When multiple LFAs are available to back up a given destination, the router uses only one LFA instead of distributing rerouted traffic across all of them.
Example:
set protocols isis fast-reroute lfa local load-sharing disable level-1
Configure a tiebreaker rule for selecting a single LFA when multiple local LFAs exist for an IS-IS Level-1 prefix.
Tiebreaker rules with lower index numbers are evaluated first. You can choose one of the following tiebreaker behaviors:
downstream: Prefers an alternate that is closer to the destination than this router.lowest-backup-metric: Prefers the alternate with the shortest path to the destination.node-protecting: Prefers an alternate that bypasses the primary next-hop router, protecting against a complete node failure rather than just link failure.
Example:
set protocols isis fast-reroute lfa local tiebreaker node-protecting index 10 level-1
Configure the priority limit for calculating local LFAs in IS-IS Level-1.

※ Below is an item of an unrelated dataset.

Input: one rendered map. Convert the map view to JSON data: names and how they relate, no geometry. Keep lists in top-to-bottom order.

The router calculates LFAs only for prefixes with a priority greater than
or equal to the specified limit. For example, setting the limit to high
protects both high and critical prefixes.
Note
Prefixes carry one of the following priorities: low, medium, high,
or critical. By default, the router assigns medium priority to
loopbacks and low priority to all other prefixes. The limit itself
accepts only medium, high, or critical.
Example:
set protocols isis fast-reroute lfa local priority-limit critical level-1
Level-2
Filter which PQ nodes the router evaluates as Remote LFA tunnel endpoints for IS-IS Level-2 using the specified prefix-list.
Only PQ nodes permitted by the prefix-list are evaluated as potential backup routers.
Example:
set protocols isis fast-reroute lfa remote prefix-list CRITICAL-ROUTES level-2
Disable load sharing across multiple local LFAs for IS-IS Level-2.

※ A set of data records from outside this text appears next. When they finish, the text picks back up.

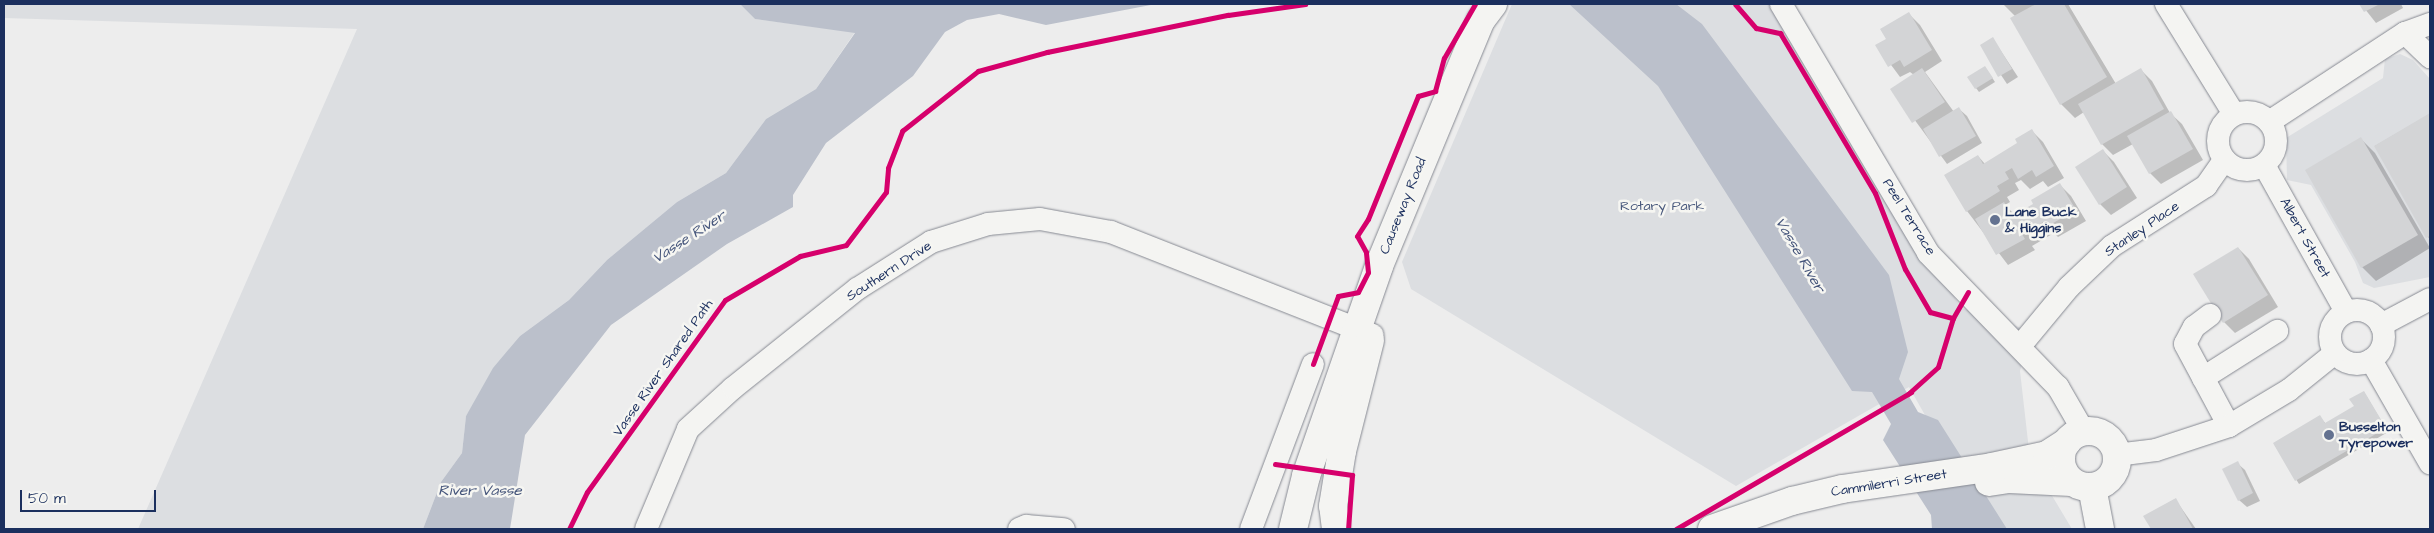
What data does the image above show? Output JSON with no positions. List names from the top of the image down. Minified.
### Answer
{"streets":{"main road":["Causeway Road","Cammilerri Street"],"street":["Peel Terrace","Stanley Place","Albert Street","Southern Drive"],"cycle path":["Vasse River Shared Path"]},"crossings":[["Causeway Road","Southern Drive"],["Peel Terrace","Stanley Place"],["Peel Terrace","Cammilerri Street"],["Stanley Place","Albert Street"]],"water":["Vasse River","River Vasse"],"parks":["Rotary Park"],"places":["Lane Buck & Higgins","Busselton Tyrepower"],"scale_bar":"50 m"}
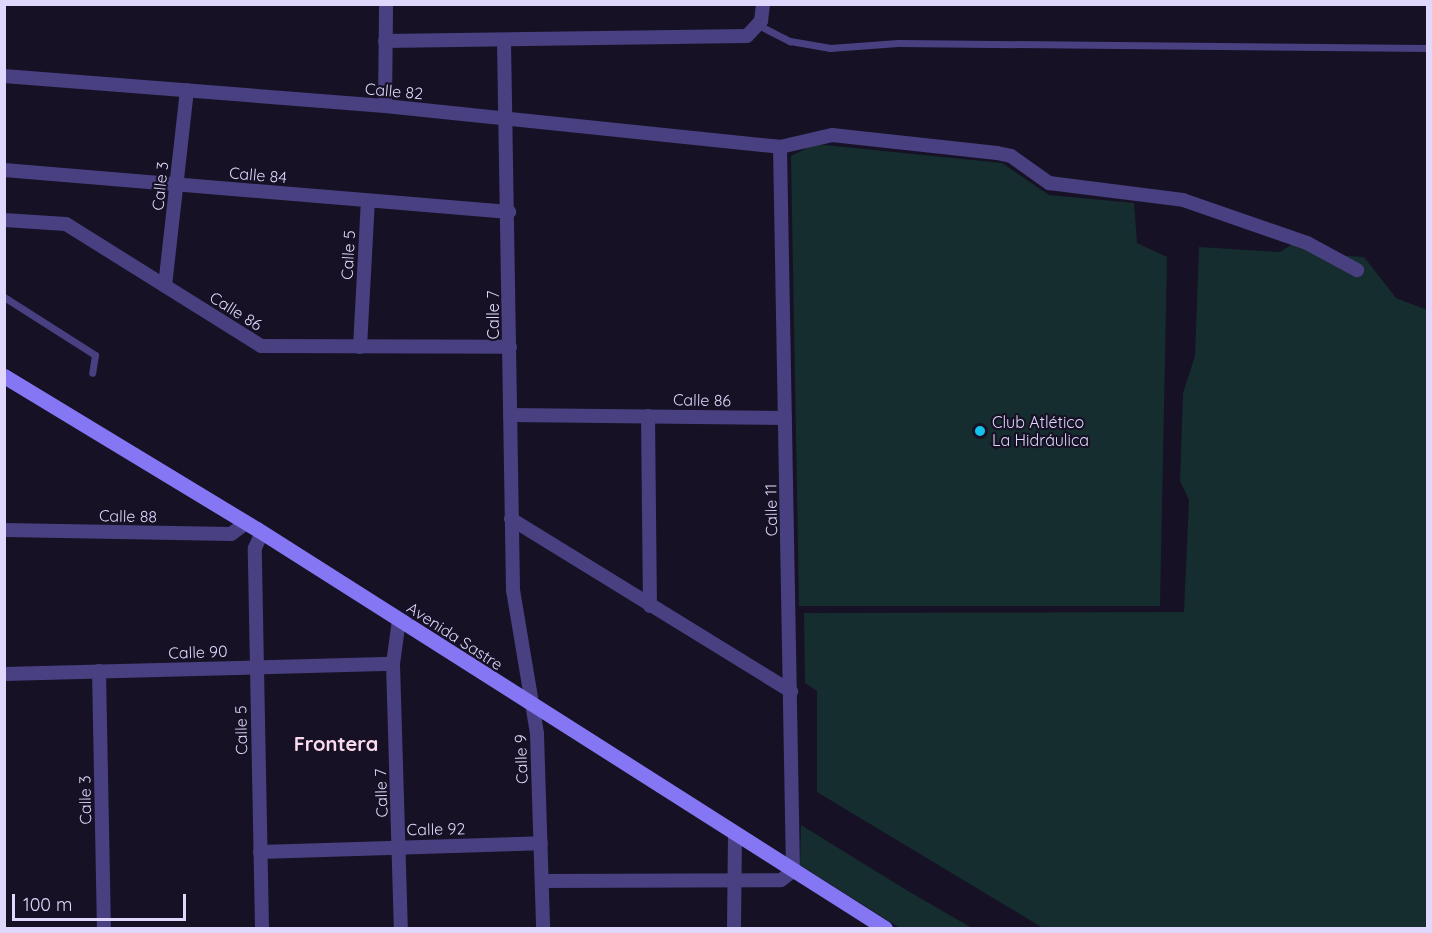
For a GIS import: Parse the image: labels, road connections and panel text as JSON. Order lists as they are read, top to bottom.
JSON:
{
  "streets": {
    "street": [
      "Calle 82",
      "Calle 84",
      "Calle 3",
      "Calle 5",
      "Calle 86",
      "Calle 7",
      "Calle 11",
      "Calle 88",
      "Avenida Sastre",
      "Calle 90",
      "Calle 9",
      "Calle 92"
    ]
  },
  "crossings": [
    ["Calle 82", "Calle 3"],
    ["Calle 82", "Calle 7"],
    ["Calle 82", "Calle 11"],
    ["Calle 84", "Calle 3"],
    ["Calle 84", "Calle 5"],
    ["Calle 84", "Calle 7"],
    ["Calle 3", "Calle 86"],
    ["Calle 3", "Calle 90"],
    ["Calle 5", "Calle 86"],
    ["Calle 5", "Avenida Sastre"],
    ["Calle 5", "Calle 90"],
    ["Calle 5", "Calle 92"],
    ["Calle 86", "Calle 7"],
    ["Calle 86", "Calle 11"],
    ["Calle 7", "Avenida Sastre"],
    ["Calle 7", "Calle 90"],
    ["Calle 7", "Calle 9"],
    ["Calle 7", "Calle 92"],
    ["Calle 11", "Avenida Sastre"],
    ["Calle 88", "Avenida Sastre"],
    ["Avenida Sastre", "Calle 9"],
    ["Calle 9", "Calle 92"]
  ],
  "districts": ["Frontera"],
  "places": ["Club Atlético La Hidráulica"],
  "scale_bar": "100 m"
}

When multiple LFAs are available to back up a given destination, the router uses only one LFA instead of distributing rerouted traffic across all of them.
Example:
set protocols isis fast-reroute lfa local load-sharing disable level-2
Configure a tiebreaker rule for selecting a single LFA when multiple local LFAs exist for an IS-IS Level-2 prefix.
Tiebreaker rules with lower index numbers are evaluated first. You can choose one of the following tiebreaker behaviors:
downstream: Prefers an alternate that is closer to the destination than this router.lowest-backup-metric: Prefers the alternate with the shortest path to the destination.node-protecting: Prefers an alternate that bypasses the primary next-hop router, protecting against a complete node failure rather than just link failure.
Example:
set protocols isis fast-reroute lfa local tiebreaker node-protecting index 10 level-2
Configure the priority limit for calculating local LFAs in IS-IS Level-2.
Note
Prefixes carry one of the following priorities: low, medium, high,
or critical. By default, the router assigns medium priority to
loopbacks and low priority to all other prefixes. The limit itself
accepts only medium, high, or critical.
Example:
set protocols isis fast-reroute lfa local priority-limit critical level-2
Segment Routing over IPv6 (SRv6)
Enable IS-IS Segment Routing over IPv6 (SRv6) on the specified interface.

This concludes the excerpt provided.